Azerbaijan's Russian gas deal raises uncomfortable questions for Europe
A highly touted deal between Baku and Brussels was meant to wean Europe off Russian gas. But is Azerbaijan now importing Russian gas itself in order to meet its obligations to Europe?
Azerbaijan has begun importing gas from Russia under a deal which should enable Baku to meet its own domestic demand but which raises serious questions over its recent agreement to boost exports to Europe.
Russia's state gas producer and exporter Gazprom announced on November 18 that it had begun supplying gas to Azerbaijan's state gas company SOCAR on November 15 and would supply a total of up to a billion cubic meters through March 2023.
Neither Azerbaijan's Energy Ministry nor SOCAR replied to questions from Eurasianet seeking confirmation of the agreement, details of which remain unclear.
In a statement to Azerbaijani news agency APA, SOCAR said that it had long cooperated with Gazprom and that the two companies "are trying to optimize their infrastructure by organizing the mutual exchange of gas flows.”
The deal was signed just ahead of the mid-winter peak demand period, as Azerbaijan will be seeking to maintain supplies to its domestic gas customers while also meeting its export commitments to Georgia and Turkey, as well as its recently expanded trade with Europe.

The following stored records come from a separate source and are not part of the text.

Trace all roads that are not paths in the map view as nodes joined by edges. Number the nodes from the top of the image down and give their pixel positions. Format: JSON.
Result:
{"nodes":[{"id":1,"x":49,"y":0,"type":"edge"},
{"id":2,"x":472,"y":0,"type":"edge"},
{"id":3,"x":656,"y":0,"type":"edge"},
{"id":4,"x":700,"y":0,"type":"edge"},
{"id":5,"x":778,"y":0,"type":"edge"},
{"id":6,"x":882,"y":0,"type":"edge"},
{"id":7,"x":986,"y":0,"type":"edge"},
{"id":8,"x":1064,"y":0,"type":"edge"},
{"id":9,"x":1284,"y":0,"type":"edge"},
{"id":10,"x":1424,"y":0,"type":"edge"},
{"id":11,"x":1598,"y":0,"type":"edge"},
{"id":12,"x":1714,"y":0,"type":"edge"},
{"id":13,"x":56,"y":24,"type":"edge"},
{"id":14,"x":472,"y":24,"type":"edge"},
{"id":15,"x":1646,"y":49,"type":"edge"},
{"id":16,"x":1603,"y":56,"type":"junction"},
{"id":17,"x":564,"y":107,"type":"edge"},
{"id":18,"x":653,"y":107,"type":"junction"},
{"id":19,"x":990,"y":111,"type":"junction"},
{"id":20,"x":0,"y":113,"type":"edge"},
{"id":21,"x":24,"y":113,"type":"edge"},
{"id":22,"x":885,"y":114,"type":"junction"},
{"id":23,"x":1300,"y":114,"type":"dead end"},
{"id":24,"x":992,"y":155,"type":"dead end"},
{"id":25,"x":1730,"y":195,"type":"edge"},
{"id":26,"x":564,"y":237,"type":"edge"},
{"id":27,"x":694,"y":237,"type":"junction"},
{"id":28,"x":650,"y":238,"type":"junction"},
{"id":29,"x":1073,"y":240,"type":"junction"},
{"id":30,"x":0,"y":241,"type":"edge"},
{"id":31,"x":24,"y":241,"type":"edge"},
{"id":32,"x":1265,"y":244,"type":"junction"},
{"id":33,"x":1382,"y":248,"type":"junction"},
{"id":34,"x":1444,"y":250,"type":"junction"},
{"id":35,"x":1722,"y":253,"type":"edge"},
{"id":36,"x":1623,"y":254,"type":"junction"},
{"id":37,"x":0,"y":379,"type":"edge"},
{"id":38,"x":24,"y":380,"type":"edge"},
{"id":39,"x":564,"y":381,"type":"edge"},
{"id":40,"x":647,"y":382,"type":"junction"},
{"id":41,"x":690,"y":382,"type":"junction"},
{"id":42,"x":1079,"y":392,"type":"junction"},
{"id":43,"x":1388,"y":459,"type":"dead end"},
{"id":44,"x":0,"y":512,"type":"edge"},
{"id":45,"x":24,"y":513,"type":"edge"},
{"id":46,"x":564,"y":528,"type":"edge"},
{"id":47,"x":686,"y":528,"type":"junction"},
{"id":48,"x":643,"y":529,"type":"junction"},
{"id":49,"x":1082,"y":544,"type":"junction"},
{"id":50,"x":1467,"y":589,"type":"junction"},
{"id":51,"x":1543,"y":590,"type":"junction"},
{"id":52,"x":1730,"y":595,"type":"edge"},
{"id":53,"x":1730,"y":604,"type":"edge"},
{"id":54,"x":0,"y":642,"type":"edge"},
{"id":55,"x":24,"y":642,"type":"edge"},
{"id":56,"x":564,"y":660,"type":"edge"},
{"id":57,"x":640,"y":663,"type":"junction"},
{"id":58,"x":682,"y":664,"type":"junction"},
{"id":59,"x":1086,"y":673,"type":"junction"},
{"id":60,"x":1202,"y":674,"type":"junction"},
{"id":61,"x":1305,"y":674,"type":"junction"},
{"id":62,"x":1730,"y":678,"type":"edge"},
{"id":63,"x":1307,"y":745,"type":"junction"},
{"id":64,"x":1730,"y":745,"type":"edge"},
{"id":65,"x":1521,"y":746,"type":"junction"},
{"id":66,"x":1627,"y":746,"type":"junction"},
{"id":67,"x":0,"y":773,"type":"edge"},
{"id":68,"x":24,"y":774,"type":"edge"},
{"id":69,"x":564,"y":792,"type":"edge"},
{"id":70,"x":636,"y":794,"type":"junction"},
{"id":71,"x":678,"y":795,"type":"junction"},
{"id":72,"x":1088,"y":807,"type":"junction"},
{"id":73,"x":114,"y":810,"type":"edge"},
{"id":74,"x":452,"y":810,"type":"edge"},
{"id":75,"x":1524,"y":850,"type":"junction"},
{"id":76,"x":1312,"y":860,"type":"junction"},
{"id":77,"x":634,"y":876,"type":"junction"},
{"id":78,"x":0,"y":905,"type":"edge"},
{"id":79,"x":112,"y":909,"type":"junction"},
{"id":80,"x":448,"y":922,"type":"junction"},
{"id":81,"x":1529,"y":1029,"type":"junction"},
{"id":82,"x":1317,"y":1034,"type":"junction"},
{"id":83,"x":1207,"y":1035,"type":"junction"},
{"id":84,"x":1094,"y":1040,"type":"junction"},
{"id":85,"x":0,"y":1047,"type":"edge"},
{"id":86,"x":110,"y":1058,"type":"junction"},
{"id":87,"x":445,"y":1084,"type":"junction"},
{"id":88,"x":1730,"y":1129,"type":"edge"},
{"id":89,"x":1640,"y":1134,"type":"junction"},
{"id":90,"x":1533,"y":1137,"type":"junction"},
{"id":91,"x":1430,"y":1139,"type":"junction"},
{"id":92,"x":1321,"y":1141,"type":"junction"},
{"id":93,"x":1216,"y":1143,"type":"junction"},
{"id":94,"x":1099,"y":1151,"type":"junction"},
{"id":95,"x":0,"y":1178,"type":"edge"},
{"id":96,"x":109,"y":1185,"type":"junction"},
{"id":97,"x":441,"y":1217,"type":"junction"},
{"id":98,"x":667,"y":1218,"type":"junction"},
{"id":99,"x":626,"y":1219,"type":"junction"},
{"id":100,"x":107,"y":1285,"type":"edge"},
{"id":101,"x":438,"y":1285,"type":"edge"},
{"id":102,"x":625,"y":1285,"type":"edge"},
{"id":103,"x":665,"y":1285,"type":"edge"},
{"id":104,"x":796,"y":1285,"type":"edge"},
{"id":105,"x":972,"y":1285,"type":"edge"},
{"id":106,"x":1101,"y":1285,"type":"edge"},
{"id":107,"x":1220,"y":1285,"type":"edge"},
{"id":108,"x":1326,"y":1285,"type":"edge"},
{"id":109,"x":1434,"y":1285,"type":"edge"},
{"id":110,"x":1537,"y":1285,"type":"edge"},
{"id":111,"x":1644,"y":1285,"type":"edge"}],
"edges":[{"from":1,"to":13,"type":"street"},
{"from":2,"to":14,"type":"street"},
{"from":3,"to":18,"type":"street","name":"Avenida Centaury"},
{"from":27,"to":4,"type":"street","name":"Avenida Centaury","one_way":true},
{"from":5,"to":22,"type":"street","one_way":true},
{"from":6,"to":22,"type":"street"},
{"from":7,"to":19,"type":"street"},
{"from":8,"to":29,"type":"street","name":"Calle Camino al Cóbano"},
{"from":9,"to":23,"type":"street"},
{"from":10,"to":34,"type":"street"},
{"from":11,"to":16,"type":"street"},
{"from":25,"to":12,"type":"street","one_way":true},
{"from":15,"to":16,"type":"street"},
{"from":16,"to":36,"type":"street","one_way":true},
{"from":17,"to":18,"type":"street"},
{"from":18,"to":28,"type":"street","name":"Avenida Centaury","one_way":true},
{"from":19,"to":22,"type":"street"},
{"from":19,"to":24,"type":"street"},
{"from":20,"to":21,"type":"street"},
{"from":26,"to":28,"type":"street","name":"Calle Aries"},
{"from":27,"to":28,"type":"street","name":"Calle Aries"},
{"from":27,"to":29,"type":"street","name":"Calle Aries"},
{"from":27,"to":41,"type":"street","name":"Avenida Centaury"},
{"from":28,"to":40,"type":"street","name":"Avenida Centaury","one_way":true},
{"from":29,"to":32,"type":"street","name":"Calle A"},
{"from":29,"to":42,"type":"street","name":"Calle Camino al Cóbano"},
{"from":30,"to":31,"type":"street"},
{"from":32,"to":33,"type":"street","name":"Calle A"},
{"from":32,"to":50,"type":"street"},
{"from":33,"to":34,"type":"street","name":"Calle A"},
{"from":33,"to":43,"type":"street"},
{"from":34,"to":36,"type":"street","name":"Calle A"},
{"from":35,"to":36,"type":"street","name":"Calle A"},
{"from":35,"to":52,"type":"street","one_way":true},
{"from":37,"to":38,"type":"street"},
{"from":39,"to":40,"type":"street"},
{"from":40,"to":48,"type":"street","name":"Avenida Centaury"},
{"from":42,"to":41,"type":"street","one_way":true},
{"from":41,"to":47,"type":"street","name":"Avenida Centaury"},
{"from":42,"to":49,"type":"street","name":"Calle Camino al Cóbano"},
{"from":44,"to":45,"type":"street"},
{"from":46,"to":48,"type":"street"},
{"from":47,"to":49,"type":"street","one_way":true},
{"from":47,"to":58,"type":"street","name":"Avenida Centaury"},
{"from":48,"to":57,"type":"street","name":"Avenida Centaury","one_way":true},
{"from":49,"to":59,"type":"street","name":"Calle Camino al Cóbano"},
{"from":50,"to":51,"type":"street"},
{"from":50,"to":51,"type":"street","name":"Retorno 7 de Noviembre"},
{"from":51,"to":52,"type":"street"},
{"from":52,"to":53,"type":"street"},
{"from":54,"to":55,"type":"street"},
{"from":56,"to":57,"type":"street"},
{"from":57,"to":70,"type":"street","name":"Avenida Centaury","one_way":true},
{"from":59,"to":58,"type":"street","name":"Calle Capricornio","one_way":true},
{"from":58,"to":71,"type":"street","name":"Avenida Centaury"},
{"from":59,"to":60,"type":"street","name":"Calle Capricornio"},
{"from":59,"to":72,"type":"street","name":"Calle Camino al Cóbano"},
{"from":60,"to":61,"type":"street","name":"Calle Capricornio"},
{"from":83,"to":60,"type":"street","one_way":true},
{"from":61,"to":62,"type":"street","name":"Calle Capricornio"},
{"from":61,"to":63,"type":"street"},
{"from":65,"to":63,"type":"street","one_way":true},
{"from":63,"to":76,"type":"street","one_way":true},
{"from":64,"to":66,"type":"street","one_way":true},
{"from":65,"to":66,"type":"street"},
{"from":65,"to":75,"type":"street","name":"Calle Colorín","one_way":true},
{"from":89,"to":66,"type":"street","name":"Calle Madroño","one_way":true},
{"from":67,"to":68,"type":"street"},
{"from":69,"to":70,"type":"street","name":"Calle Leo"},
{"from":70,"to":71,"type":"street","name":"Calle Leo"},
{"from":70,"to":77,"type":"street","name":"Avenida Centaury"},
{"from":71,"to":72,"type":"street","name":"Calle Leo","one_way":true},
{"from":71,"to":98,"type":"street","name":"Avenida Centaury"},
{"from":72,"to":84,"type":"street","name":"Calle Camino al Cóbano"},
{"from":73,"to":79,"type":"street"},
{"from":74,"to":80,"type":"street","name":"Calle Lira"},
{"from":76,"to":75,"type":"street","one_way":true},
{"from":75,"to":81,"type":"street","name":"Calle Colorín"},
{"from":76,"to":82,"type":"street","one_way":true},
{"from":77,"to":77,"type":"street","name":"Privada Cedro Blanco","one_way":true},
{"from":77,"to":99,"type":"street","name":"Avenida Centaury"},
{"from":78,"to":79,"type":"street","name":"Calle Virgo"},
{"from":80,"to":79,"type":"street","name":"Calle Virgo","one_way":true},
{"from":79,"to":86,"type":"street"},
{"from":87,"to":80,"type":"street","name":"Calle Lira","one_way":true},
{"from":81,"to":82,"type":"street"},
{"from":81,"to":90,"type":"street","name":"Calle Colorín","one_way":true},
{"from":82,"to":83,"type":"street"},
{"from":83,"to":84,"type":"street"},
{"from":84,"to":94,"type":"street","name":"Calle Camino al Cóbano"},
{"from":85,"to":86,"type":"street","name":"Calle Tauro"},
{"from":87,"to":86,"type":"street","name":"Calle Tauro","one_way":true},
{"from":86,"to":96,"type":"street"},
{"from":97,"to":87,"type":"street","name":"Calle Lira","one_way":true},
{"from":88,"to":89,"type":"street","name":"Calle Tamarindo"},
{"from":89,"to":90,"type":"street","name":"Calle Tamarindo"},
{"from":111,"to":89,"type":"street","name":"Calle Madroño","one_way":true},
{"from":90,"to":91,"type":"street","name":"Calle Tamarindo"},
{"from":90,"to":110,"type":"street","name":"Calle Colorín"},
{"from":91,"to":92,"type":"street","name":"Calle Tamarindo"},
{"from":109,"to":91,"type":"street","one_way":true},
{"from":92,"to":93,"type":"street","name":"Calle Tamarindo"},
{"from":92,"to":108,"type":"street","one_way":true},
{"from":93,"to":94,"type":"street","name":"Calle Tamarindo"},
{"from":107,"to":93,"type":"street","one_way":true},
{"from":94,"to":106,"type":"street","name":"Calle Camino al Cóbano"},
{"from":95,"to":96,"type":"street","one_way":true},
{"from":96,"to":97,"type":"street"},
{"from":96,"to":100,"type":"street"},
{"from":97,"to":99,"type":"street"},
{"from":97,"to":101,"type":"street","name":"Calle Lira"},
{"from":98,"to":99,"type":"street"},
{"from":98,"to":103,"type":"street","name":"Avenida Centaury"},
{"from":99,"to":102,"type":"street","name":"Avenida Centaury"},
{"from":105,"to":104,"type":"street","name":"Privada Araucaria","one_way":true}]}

Exports to Europe through the Southern Gas Corridor had been scheduled to reach 10 billion cubic meters this year, but under a new memorandum of understanding with the European Union signed in July, Baku agreed to increase exports to 12 billion cubic meters.
That increase was intended to help Brussels offset the loss of supplies of Russian gas, which have been cut by Moscow in retaliation for EU sanctions imposed following Russia's invasion of Ukraine.
While the deal has been highly touted both in Brussels and Baku, it was never made clear where exactly the extra gas would come from.
Problems with the commitment emerged as early as September, when Azerbaijan Energy Minister Parviz Shahbazov announced that Azerbaijan would export only 11.5 billion cubic meters to Europe this year, giving no hint as to why the export target had shrunk.
Even where this more modest extra volume will come from remains unclear.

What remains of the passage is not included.